Harry kissed his wife and went out for his usual foursome of golf one sunny Saturday morning. When he returned, many hours later, he looked awful - sweat streaming off of him, brambles in his hair, muscles spasming as he walked.
He came in and crashed in the first chair he came to, begging his wife for a drink of anything, anything.
"My gosh, Harry! What happened to you? You look exhausted!"
"Oh it was terrible," Harry said, mopping his brow.
"It must've been. What happened?"
Harry took a long sip of water from the glass. "Well, everything started out fine, me and the guys, gorgeous day, though a bit hot, if I was going to complain...and we'd just started off. Had to wait for the first tee - busy as hell out there today."
He gulped more water.
"Then, we got to the second hole, and doesn't Ralph just up and have a heart attack right in the middle of the fairway! Dropped dead right in front of us."
"Oh no! How horrible," his wife said.
"I'll say. The rest of the eighteen holes, it was hit the ball, drag Ralph, hit the ball, drag Ralph..."

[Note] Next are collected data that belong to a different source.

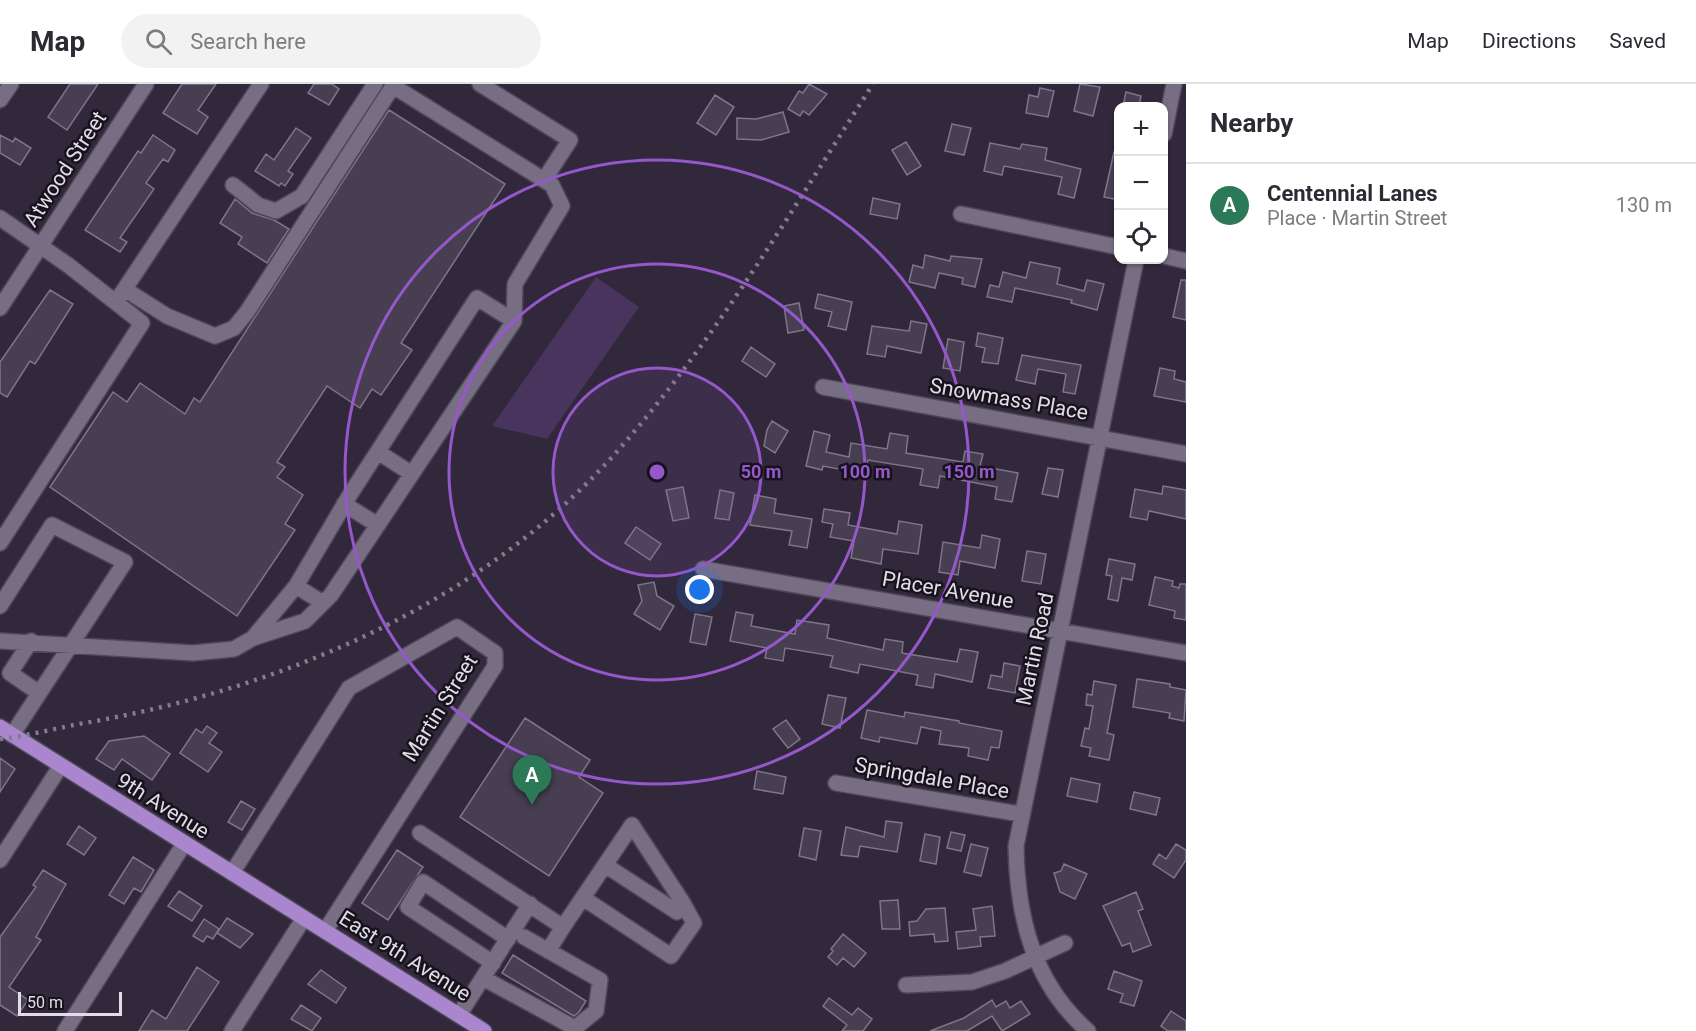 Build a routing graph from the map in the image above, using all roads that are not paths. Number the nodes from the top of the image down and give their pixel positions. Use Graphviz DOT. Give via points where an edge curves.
graph roads {
  1 [pos="10,84"];
  2 [pos="146,84"];
  3 [pos="261,84"];
  4 [pos="375,84"];
  5 [pos="480,84"];
  6 [pos="1174,84"];
  7 [pos="0,100"];
  8 [pos="1168,114"];
  9 [pos="544,180"];
  10 [pos="233,185"];
  11 [pos="962,214"];
  12 [pos="0,218"];
  13 [pos="40,246"];
  14 [pos="1114,246"];
  15 [pos="1168,257"];
  16 [pos="1186,261"];
  17 [pos="1135,264"];
  18 [pos="120,296"];
  19 [pos="0,308"];
  20 [pos="514,321"];
  21 [pos="823,387"];
  22 [pos="1099,436"];
  23 [pos="378,452"];
  24 [pos="1186,454"];
  25 [pos="412,474"];
  26 [pos="344,504"];
  27 [pos="378,525"];
  28 [pos="0,543"];
  29 [pos="703,569"];
  30 [pos="296,586"];
  31 [pos="323,603"];
  32 [pos="0,606"];
  33 [pos="1060,631"];
  34 [pos="252,638"];
  35 [pos="0,641"];
  36 [pos="31,641"];
  37 [pos="71,644"];
  38 [pos="1186,653"];
  39 [pos="39,693"];
  40 [pos="6,731"];
  41 [pos="60,767"];
  42 [pos="836,783"];
  43 [pos="1020,814"];
  44 [pos="420,833"];
  45 [pos="184,844"];
  46 [pos="0,860"];
  47 [pos="604,866"];
  48 [pos="232,873"];
  49 [pos="583,898"];
  50 [pos="683,903"];
  51 [pos="530,904"];
  52 [pos="304,918"];
  53 [pos="563,927"];
  54 [pos="325,931"];
  55 [pos="524,937"];
  56 [pos="508,939"];
  57 [pos="1065,943"];
  58 [pos="548,951"];
  59 [pos="1035,956"];
  60 [pos="493,963"];
  61 [pos="483,978"];
  62 [pos="906,985"];
  63 [pos="459,1015"];
  64 [pos="64,1031"];
  65 [pos="232,1031"];
  66 [pos="484,1031"];
  67 [pos="1088,1031"];
  1 -- 7 [label="street"];
  2 -- 13 [label="street, Atwood Street"];
  3 -- 18 [label="street"];
  4 -- 10 [label="street" via="302,196 276,211 258,205"];
  5 -- 9 [label="street" via="570,141"];
  6 -- 8 [label="street"];
  9 -- 18 [label="street" via="393,86 234,328 215,336"];
  9 -- 20 [label="street" via="552,185 562,206 515,284"];
  11 -- 14 [label="street"];
  12 -- 13 [label="street"];
  13 -- 18 [label="street"];
  13 -- 19 [label="street, Atwood Street"];
  15 -- 16 [label="street"];
  17 -- 22 [label="street, Martin Road"];
  18 -- 28 [label="street" via="142,323"];
  20 -- 23 [label="street" via="477,298"];
  20 -- 25 [label="street"];
  21 -- 22 [label="street, Snowmass Place"];
  22 -- 24 [label="street, Snowmass Place"];
  22 -- 33 [label="street, Martin Road"];
  23 -- 25 [label="street"];
  23 -- 26 [label="street"];
  25 -- 27 [label="street"];
  26 -- 27 [label="street"];
  26 -- 30 [label="street"];
  27 -- 31 [label="street"];
  29 -- 33 [label="street, Placer Avenue"];
  30 -- 31 [label="street"];
  30 -- 34 [label="street"];
  31 -- 34 [label="street" via="305,621"];
  32 -- 37 [label="street" via="52,525 125,562"];
  33 -- 38 [label="street, Placer Avenue"];
  33 -- 43 [label="street, Martin Road"];
  34 -- 37 [label="street" via="234,649 217,652"];
  35 -- 36 [label="street"];
  36 -- 37 [label="street"];
  36 -- 39 [label="street" via="10,673"];
  37 -- 39 [label="street"];
  39 -- 40 [label="street"];
  40 -- 41 [label="main road, 9th Avenue"];
  41 -- 45 [label="main road, 9th Avenue"];
  41 -- 46 [label="street"];
  42 -- 43 [label="street, Springdale Place"];
  43 -- 59 [label="street, Martin Road" via="1016,888"];
  44 -- 51 [label="street"];
  45 -- 48 [label="main road, 9th Avenue"];
  45 -- 64 [label="street"];
  47 -- 49 [label="street"];
  47 -- 50 [label="street" via="677,912"];
  47 -- 50 [label="street" via="632,825"];
  48 -- 52 [label="main road, 9th Avenue"];
  48 -- 54 [label="street, Martin Street" via="349,688 457,627 495,653 495,666"];
  49 -- 50 [label="street" via="671,956 694,923"];
  49 -- 53 [label="street"];
  51 -- 53 [label="street"];
  51 -- 56 [label="street"];
  52 -- 54 [label="main road, East 9th Avenue"];
  52 -- 65 [label="street"];
  53 -- 58 [label="street"];
  54 -- 63 [label="main road, East 9th Avenue"];
  55 -- 58 [label="street"];
  56 -- 60 [label="street"];
  56 -- 60 [label="street" via="423,882 408,907"];
  57 -- 59 [label="street"];
  58 -- 61 [label="street" via="600,980 596,1011 575,1028"];
  59 -- 62 [label="street" via="972,982"];
  59 -- 67 [label="street, Martin Road" via="1056,994"];
  60 -- 61 [label="street"];
  61 -- 63 [label="street"];
  63 -- 66 [label="main road, East 9th Avenue"];
} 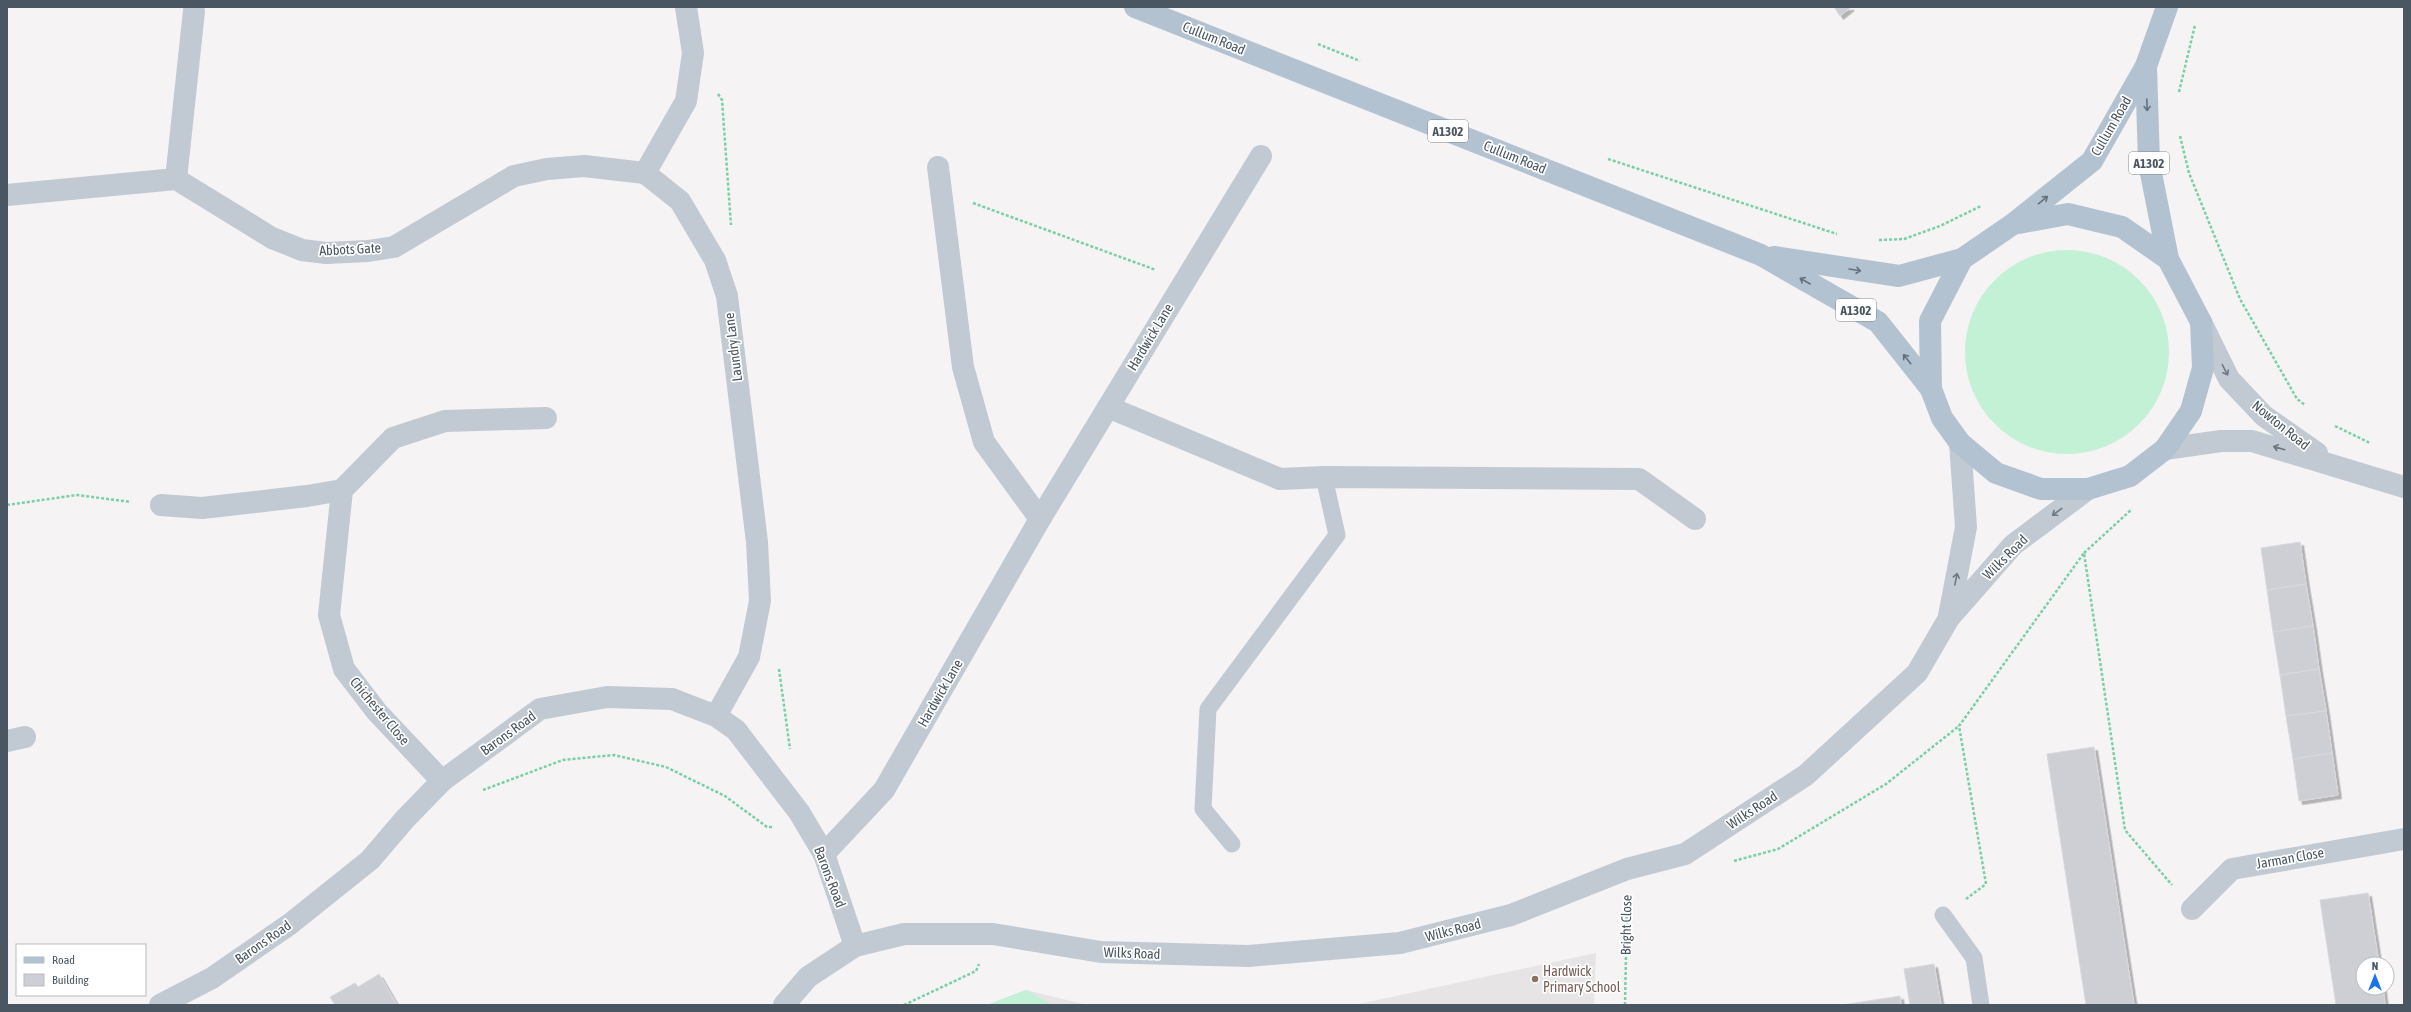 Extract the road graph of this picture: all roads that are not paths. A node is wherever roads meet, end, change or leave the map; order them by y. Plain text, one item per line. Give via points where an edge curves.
1 (686, 7) edge
2 (1135, 7) edge
3 (2167, 7) edge
4 (194, 11) dead end
5 (2146, 66) junction
6 (1262, 156) dead end
7 (938, 166) dead end
8 (645, 173) junction
9 (176, 179) junction
10 (7, 195) edge
11 (2013, 224) junction
12 (1761, 255) junction
13 (1962, 259) junction
14 (2168, 259) junction
15 (2201, 322) junction
16 (1931, 389) junction
17 (1108, 407) junction
18 (546, 418) dead end
19 (1960, 443) junction
20 (2165, 449) junction
21 (2330, 463) junction
22 (1324, 477) junction
23 (2404, 487) edge
24 (2088, 489) junction
25 (342, 490) junction
26 (161, 506) road end
27 (1040, 519) junction
28 (1695, 519) dead end
29 (1949, 618) junction
30 (716, 716) junction
31 (442, 781) junction
32 (2404, 839) edge
33 (1232, 844) dead end
34 (824, 854) junction
35 (2192, 909) road end
36 (1943, 915) road end
37 (855, 946) junction
38 (160, 1005) edge
39 (784, 1005) edge
40 (1982, 1005) edge

1 - 8 street via 693,52 686,101
2 - 12 main road, Cullum Road / A1302
3 - 5 main road, Cullum Road / A1302
4 - 9 street
11 -> 5 main road, Cullum Road / A1302 via 2092,161
5 -> 14 main road, Cullum Road / A1302 via 2149,163
6 - 17 street, Hardwick Lane
7 - 27 street via 963,367 984,442
8 - 9 street, Abbots Gate via 584,166 547,169 514,176 394,247 326,253 302,250 272,238
8 - 30 street, Laundry Lane via 680,201 715,260 727,296 757,542 760,601 749,657
9 - 10 street
11 - 13 main road, Cullum Road
11 - 14 main road via 2068,214 2122,227
12 -> 13 main road, Cullum Road / A1302 via 1899,276
16 -> 12 main road, Cullum Road / A1302 via 1878,322
13 - 16 main road via 1930,320
14 - 15 main road
15 - 20 main road via 2203,368 2191,412
15 -> 21 street, Nowton Road via 2229,379 2264,416
16 - 19 main road via 1942,418
17 - 22 street via 1280,479
17 - 27 street, Hardwick Lane
18 - 25 street via 445,421 393,438
19 - 24 main road via 1996,473 2041,489
29 -> 19 street, Wilks Road via 1966,527
21 -> 20 street, Nowton Road via 2252,441 2221,441
20 - 24 main road via 2130,476
21 - 23 street, Nowton Road
22 - 28 street via 1639,479
22 - 33 lane via 1337,535 1208,709 1203,809
24 -> 29 street, Wilks Road via 2013,546
25 - 26 street via 202,508
25 - 31 street, Chichester Close via 329,615 344,669 377,712
27 - 34 street, Hardwick Lane via 884,790
29 - 37 street, Wilks Road via 1917,673 1806,775 1686,854 1627,869 1511,915 1400,943 1240,956 1101,952 993,934 904,934
30 - 31 street, Barons Road via 672,699 607,697 540,709
30 - 34 street, Barons Road via 736,730 799,812
31 - 38 street, Barons Road via 404,819 370,860 290,924 212,978
32 - 35 street, Jarman Close via 2232,869
34 - 37 street, Barons Road
36 - 40 lane via 1974,958
37 - 39 street via 808,977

I'm looking for sponsors for my walk - if you'd like to sponsor me and Ralph, please go to my personal page for the MS Walk.  I'd really appreciate it!


January 18, 2014

What now?

So here I sits, like the cat videos, me in a box. A box made of certain limitations, certain walls, some openings, some slides and ladders.

I'm not limited enough that most of my day is spent dealing with my MS, and for that I am absurdly grateful.
I AM limited enough that a large proportion of my day is affected by my MS, and for that, well, I am grumpy.
I have had to retire, from an interesting and challenging career. I left work at 50, after staying home with my kids while we moved around for years for my husband's career. I don't begrudge staying home with the kids. I don't even begrudge moving around. But I feel as if I haven't had a chance to show my abilities yet. It's frustrating to get to a place where things were interesting and then find myself unable to do them anymore. And five years in, I'm starting to wonder what lies ahead.

I had a lot of fun working, using my creative mind on problems. I made a lot of mistakes, I had a few successes, I LIKED it. And then I couldn't do it, I couldn't remember what I was doing, I was so tired I could barely walk, I became hyperemotional and had a breakdown from the disease.

It's more common than you at first hear. I should have known, when I was diagnosed with depression, that my brain was wearing out. I've never been depressed in my life. Until MS came along. Now it's something I battle daily, along with fatigue and pain and decreased mobility.

But I'm young yet. I'm just 55. With luck I have another 25-30 years ahead of me - to do WHAT? There are only so many crafts. I've tried writing, I don't have the mental stamina for it. I volunteer, and I can continue to do that, provided I can have a nap regularly. But is it enough?

I don't know. I search on, looking for some way to make some sort of contribution.